Without including the pictures, copy out every line below.

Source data
----------

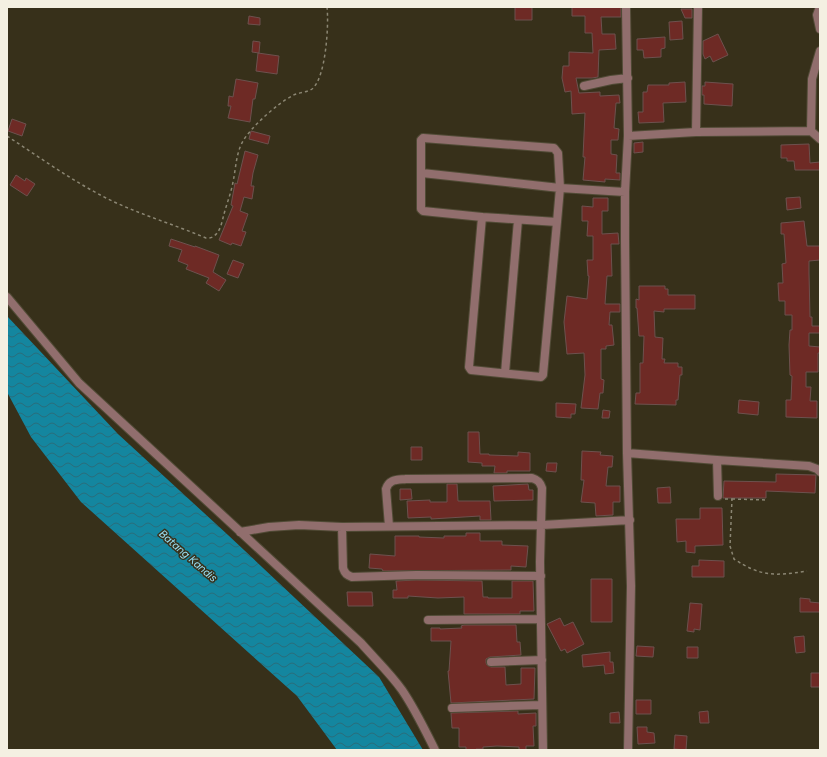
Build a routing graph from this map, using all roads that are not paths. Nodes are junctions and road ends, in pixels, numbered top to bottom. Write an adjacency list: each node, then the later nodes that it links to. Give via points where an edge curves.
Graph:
1 (626, 7): 6 (street)
2 (698, 7): 9 (street)
3 (820, 7): 4 (street, via 817,15)
4 (820, 29)
5 (820, 51): 8 (street, via 812,79)
6 (628, 78): 7 (street); 10 (street)
7 (584, 86)
8 (811, 131): 9 (street); 11 (street)
9 (696, 132): 10 (street)
10 (628, 136): 14 (street)
11 (820, 139)
12 (422, 173): 13 (street); 13 (street, via 423,138 554,148 558,153); 15 (street, via 423,211)
13 (560, 188): 14 (street); 17 (street)
14 (625, 192): 20 (street)
15 (482, 217): 16 (street); 19 (street, via 469,368)
16 (518, 220): 17 (street); 19 (street)
17 (557, 222): 19 (street, via 544,375 541,377)
18 (7, 297): 28 (street, via 79,383)
19 (505, 373)
20 (627, 453): 21 (street); 24 (street)
21 (717, 460): 22 (street, via 809,466); 23 (street)
22 (820, 472)
23 (718, 496)
24 (630, 520): 25 (street); 38 (street, via 632,586)
25 (542, 525): 26 (street); 26 (street, via 542,488 537,480 532,478 393,480 386,489); 29 (street)
26 (389, 526): 27 (street)
27 (342, 527): 28 (street, via 283,526); 29 (street, via 343,568 344,573 352,577)
28 (240, 532): 36 (street, via 385,669 406,697)
29 (541, 576): 30 (street)
30 (541, 619): 31 (street); 32 (street)
31 (428, 620)
32 (542, 660): 33 (street); 34 (street)
33 (491, 662)
34 (541, 705): 35 (street); 37 (street)
35 (452, 708)
36 (435, 750)
37 (543, 750)
38 (628, 750)

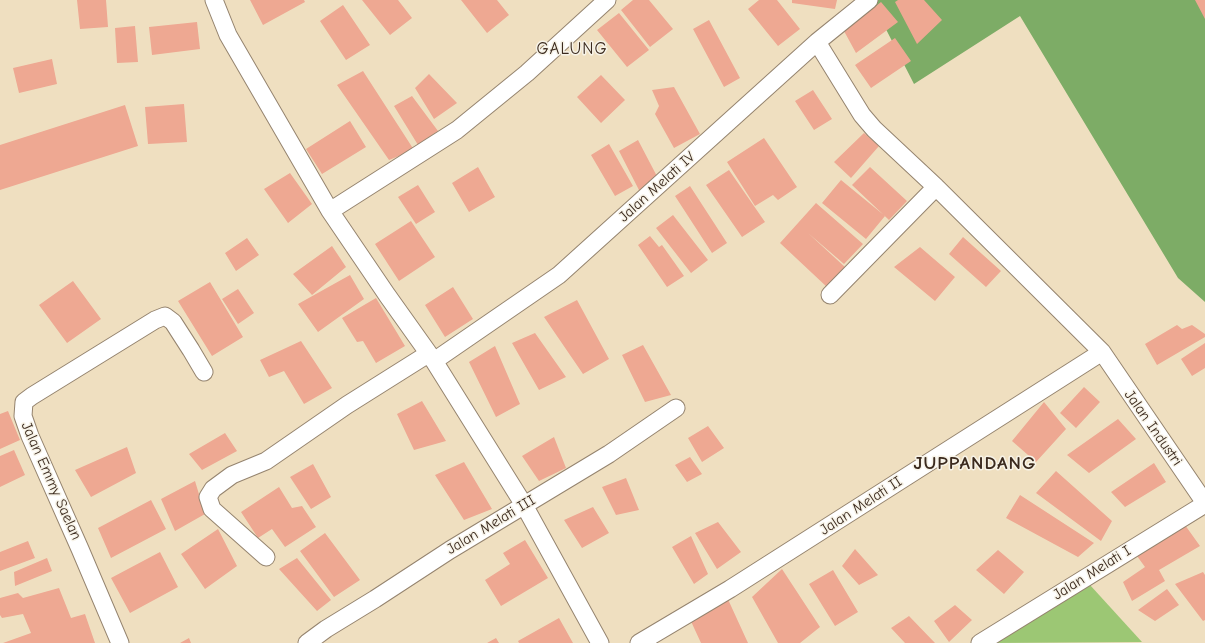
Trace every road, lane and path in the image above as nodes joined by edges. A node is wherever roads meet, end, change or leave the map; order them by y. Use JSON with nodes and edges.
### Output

----------

■ Task solution ■
Build a routing graph from this map, using all roads that are not paths. Nodes are junctions and road ends, in pixels, numbered top to bottom. Write an adjacency list: each node, then the later nodes that it links to. Give via points where an edge curves.
Graph:
1 (626, 7): 6 (street)
2 (698, 7): 9 (street)
3 (820, 7): 4 (street, via 817,15)
4 (820, 29)
5 (820, 51): 8 (street, via 812,79)
6 (628, 78): 7 (street); 10 (street)
7 (584, 86)
8 (811, 131): 9 (street); 11 (street)
9 (696, 132): 10 (street)
10 (628, 136): 14 (street)
11 (820, 139)
12 (422, 173): 13 (street); 13 (street, via 423,138 554,148 558,153); 15 (street, via 423,211)
13 (560, 188): 14 (street); 17 (street)
14 (625, 192): 20 (street)
15 (482, 217): 16 (street); 19 (street, via 469,368)
16 (518, 220): 17 (street); 19 (street)
17 (557, 222): 19 (street, via 544,375 541,377)
18 (7, 297): 28 (street, via 79,383)
19 (505, 373)
20 (627, 453): 21 (street); 24 (street)
21 (717, 460): 22 (street, via 809,466); 23 (street)
22 (820, 472)
23 (718, 496)
24 (630, 520): 25 (street); 38 (street, via 632,586)
25 (542, 525): 26 (street); 26 (street, via 542,488 537,480 532,478 393,480 386,489); 29 (street)
26 (389, 526): 27 (street)
27 (342, 527): 28 (street, via 283,526); 29 (street, via 343,568 344,573 352,577)
28 (240, 532): 36 (street, via 385,669 406,697)
29 (541, 576): 30 (street)
30 (541, 619): 31 (street); 32 (street)
31 (428, 620)
32 (542, 660): 33 (street); 34 (street)
33 (491, 662)
34 (541, 705): 35 (street); 37 (street)
35 (452, 708)
36 (435, 750)
37 (543, 750)
38 (628, 750)

Trace every road, lane and path in the image above as nodes joined by edges. A node is wherever roads meet, end, change or leave the map; order them by y. Use JSON with nodes and edges.
### Output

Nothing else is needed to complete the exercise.